Sailstorfer has woven old police uniforms into carpets, has transformed a house into a sofa and recorded how a hut is incinerating itself in its own fireplace. The artist divests things of their original purpose, disassembling, deforming, adapting them to reframe and recompose them. The results are powerful installations that render visible, most of all, the transformational potential of our immediate everyday surroundings.
He presents these objects either physically in the exhibition space or in the form of processual-performative video works. The artist employs strategies of inversion and reinterpretation, taking up functions, thinking them through to the end, reducing them to absurdity. Thus he creates new and surprising identities.
In 2001 Sailstorfer purchased a number of disused bus shelters in his native Lower Bavaria and reworked them into habitable bedsits. Under the title “Wohnen mit Verkehrsanbindung” (living with transport connection) the five-piece work lets us rethink the concepts of waiting, time, space, habitation, and being on the road. In 2010 one of these bus shelters has taken residence in the sculpture park of Haus am Waldsee: “Wohnen mit Verkehrsanbindung (Großkatzbach)”.
With his underwater sculptures of 2007 the artist has gone on a foray into the silent, seemingly weightless subaqueous world, installing seminal works of 20th century sculpture like finds from a sunken ship. Their unusual placement alone turns these objects into carriers of emotions, which surprise us and make us rethink the presentation and conservation of artworks in the museum space.
Sailstorfer likes to push his works, in a slapstick kind of way, to the point of absurdity. He invariably questions our relations to things in our surroundings we take for granted. Under the artist’s imagination they unfold surprising new aspects that not only make us smirk but encourages us to rethink them and take our thinking a step further.
The exhibition at Haus am Waldsee will feature works from the past 10 years, which have rarely, and in some cases never, been shown before.

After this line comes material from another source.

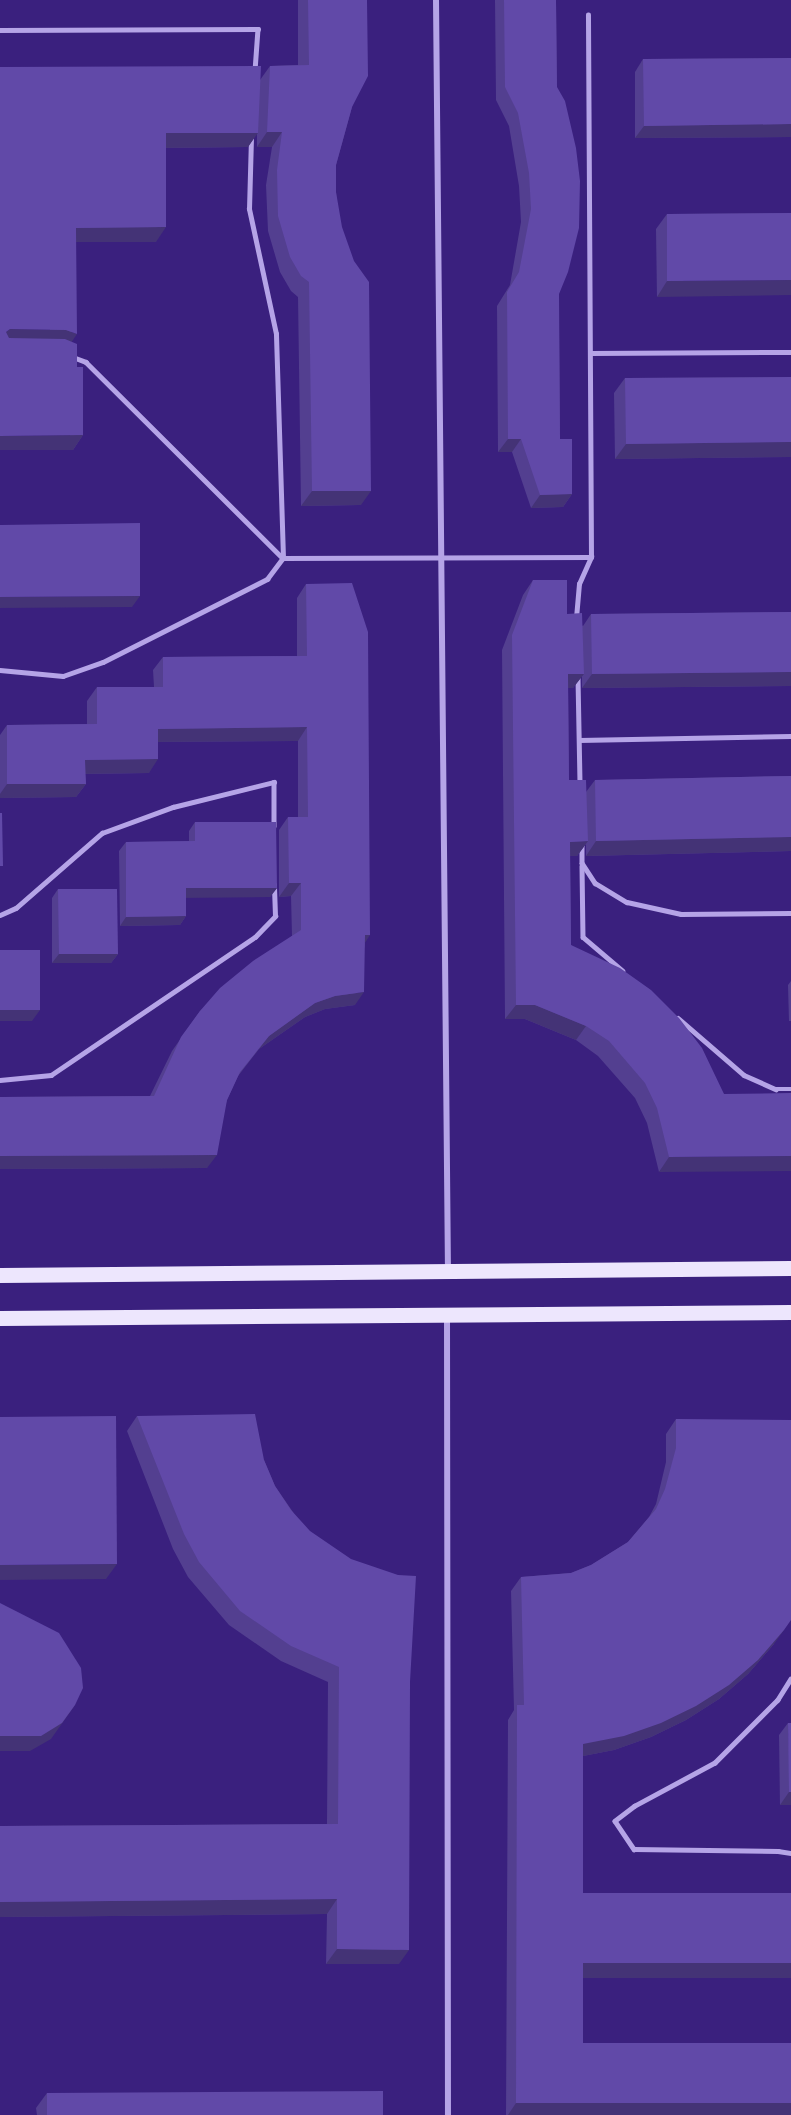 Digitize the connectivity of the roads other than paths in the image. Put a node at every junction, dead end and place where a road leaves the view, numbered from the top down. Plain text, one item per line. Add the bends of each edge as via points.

Among them is a constellation with an electric drill from 2013, in which the drill-heads in the form of miniaturised popular sculptures like the Statue of Liberty are being driven through the wall from one exhibition room to the next.
During the process of drilling the resistance of the wall changes the shape of the small sculpture. The wall is charged with almost 70 years worth of presentations of eminent artists. Site and process provide, as it were, the finishing touch to the sculpture. At the same time, a minor alteration is made to the “genome” of art history. Not least, the work illustrates a difficult birthing process as a metaphor for artistic practice. While the Arte Povera artist Giuseppe Penone had the bark of a tree removed, Sailstorfer, inversely, takes a world-famous artefact, the Statue of Liberty, and drives it through the wall, challenging its acknowledged artistic beauty.
Sailstorfer frequently refers to recent and older art history in his works. Against this background he has created an important œuvre since the early years of this century, which is recognised on the international stage and marks an independent position within the contemporary discourse on sculpture.